◆ ABOUT THIS EXERCISE
All lines of the material should be given again exactly.

◆ DATA TO PROCESS
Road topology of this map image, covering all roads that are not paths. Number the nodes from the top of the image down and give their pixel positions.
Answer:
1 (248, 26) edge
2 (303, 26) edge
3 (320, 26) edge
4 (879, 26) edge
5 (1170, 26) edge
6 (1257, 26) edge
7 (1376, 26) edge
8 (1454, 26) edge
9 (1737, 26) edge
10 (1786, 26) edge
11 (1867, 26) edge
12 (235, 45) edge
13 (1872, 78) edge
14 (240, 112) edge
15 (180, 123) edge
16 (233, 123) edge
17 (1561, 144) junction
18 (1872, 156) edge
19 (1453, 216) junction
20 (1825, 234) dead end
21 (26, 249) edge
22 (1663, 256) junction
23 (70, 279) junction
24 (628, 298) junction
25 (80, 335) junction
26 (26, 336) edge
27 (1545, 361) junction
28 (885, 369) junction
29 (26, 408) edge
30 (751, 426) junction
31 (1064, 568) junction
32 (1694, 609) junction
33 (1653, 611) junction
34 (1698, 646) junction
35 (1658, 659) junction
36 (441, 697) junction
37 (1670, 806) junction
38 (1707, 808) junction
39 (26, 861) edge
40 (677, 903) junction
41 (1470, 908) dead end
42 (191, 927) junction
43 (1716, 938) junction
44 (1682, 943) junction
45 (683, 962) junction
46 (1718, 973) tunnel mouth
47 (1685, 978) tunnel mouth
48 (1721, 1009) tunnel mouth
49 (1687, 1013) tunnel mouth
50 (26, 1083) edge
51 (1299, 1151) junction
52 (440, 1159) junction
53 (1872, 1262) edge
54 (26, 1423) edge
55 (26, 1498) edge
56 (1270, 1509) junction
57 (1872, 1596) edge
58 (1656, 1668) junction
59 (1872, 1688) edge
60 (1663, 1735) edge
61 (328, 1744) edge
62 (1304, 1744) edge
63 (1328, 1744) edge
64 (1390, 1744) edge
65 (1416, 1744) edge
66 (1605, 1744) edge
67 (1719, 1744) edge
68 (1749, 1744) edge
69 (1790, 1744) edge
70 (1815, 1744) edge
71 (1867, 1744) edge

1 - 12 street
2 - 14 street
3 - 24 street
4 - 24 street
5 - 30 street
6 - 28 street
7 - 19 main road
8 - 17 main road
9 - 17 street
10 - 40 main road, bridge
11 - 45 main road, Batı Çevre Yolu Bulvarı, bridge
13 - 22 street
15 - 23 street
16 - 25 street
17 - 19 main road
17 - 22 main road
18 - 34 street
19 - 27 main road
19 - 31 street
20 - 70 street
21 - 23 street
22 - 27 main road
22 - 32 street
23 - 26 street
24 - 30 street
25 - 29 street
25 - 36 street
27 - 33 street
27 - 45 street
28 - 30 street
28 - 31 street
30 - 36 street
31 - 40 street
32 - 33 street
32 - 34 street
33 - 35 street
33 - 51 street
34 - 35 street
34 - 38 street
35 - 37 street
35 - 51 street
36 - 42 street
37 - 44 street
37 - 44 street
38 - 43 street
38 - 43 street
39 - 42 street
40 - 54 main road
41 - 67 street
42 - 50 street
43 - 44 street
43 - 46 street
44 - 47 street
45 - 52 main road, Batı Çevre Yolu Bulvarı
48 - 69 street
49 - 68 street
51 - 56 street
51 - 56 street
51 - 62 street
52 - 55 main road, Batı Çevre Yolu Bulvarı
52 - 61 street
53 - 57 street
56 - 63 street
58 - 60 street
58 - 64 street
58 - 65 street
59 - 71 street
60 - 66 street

◆ RESULT OF THE EXERCISE
Road topology of this map image, covering all roads that are not paths. Number the nodes from the top of the image down and give their pixel positions.
Answer:
1 (248, 26) edge
2 (303, 26) edge
3 (320, 26) edge
4 (879, 26) edge
5 (1170, 26) edge
6 (1257, 26) edge
7 (1376, 26) edge
8 (1454, 26) edge
9 (1737, 26) edge
10 (1786, 26) edge
11 (1867, 26) edge
12 (235, 45) edge
13 (1872, 78) edge
14 (240, 112) edge
15 (180, 123) edge
16 (233, 123) edge
17 (1561, 144) junction
18 (1872, 156) edge
19 (1453, 216) junction
20 (1825, 234) dead end
21 (26, 249) edge
22 (1663, 256) junction
23 (70, 279) junction
24 (628, 298) junction
25 (80, 335) junction
26 (26, 336) edge
27 (1545, 361) junction
28 (885, 369) junction
29 (26, 408) edge
30 (751, 426) junction
31 (1064, 568) junction
32 (1694, 609) junction
33 (1653, 611) junction
34 (1698, 646) junction
35 (1658, 659) junction
36 (441, 697) junction
37 (1670, 806) junction
38 (1707, 808) junction
39 (26, 861) edge
40 (677, 903) junction
41 (1470, 908) dead end
42 (191, 927) junction
43 (1716, 938) junction
44 (1682, 943) junction
45 (683, 962) junction
46 (1718, 973) tunnel mouth
47 (1685, 978) tunnel mouth
48 (1721, 1009) tunnel mouth
49 (1687, 1013) tunnel mouth
50 (26, 1083) edge
51 (1299, 1151) junction
52 (440, 1159) junction
53 (1872, 1262) edge
54 (26, 1423) edge
55 (26, 1498) edge
56 (1270, 1509) junction
57 (1872, 1596) edge
58 (1656, 1668) junction
59 (1872, 1688) edge
60 (1663, 1735) edge
61 (328, 1744) edge
62 (1304, 1744) edge
63 (1328, 1744) edge
64 (1390, 1744) edge
65 (1416, 1744) edge
66 (1605, 1744) edge
67 (1719, 1744) edge
68 (1749, 1744) edge
69 (1790, 1744) edge
70 (1815, 1744) edge
71 (1867, 1744) edge

1 - 12 street
2 - 14 street
3 - 24 street
4 - 24 street
5 - 30 street
6 - 28 street
7 - 19 main road
8 - 17 main road
9 - 17 street
10 - 40 main road, bridge
11 - 45 main road, Batı Çevre Yolu Bulvarı, bridge
13 - 22 street
15 - 23 street
16 - 25 street
17 - 19 main road
17 - 22 main road
18 - 34 street
19 - 27 main road
19 - 31 street
20 - 70 street
21 - 23 street
22 - 27 main road
22 - 32 street
23 - 26 street
24 - 30 street
25 - 29 street
25 - 36 street
27 - 33 street
27 - 45 street
28 - 30 street
28 - 31 street
30 - 36 street
31 - 40 street
32 - 33 street
32 - 34 street
33 - 35 street
33 - 51 street
34 - 35 street
34 - 38 street
35 - 37 street
35 - 51 street
36 - 42 street
37 - 44 street
37 - 44 street
38 - 43 street
38 - 43 street
39 - 42 street
40 - 54 main road
41 - 67 street
42 - 50 street
43 - 44 street
43 - 46 street
44 - 47 street
45 - 52 main road, Batı Çevre Yolu Bulvarı
48 - 69 street
49 - 68 street
51 - 56 street
51 - 56 street
51 - 62 street
52 - 55 main road, Batı Çevre Yolu Bulvarı
52 - 61 street
53 - 57 street
56 - 63 street
58 - 60 street
58 - 64 street
58 - 65 street
59 - 71 street
60 - 66 street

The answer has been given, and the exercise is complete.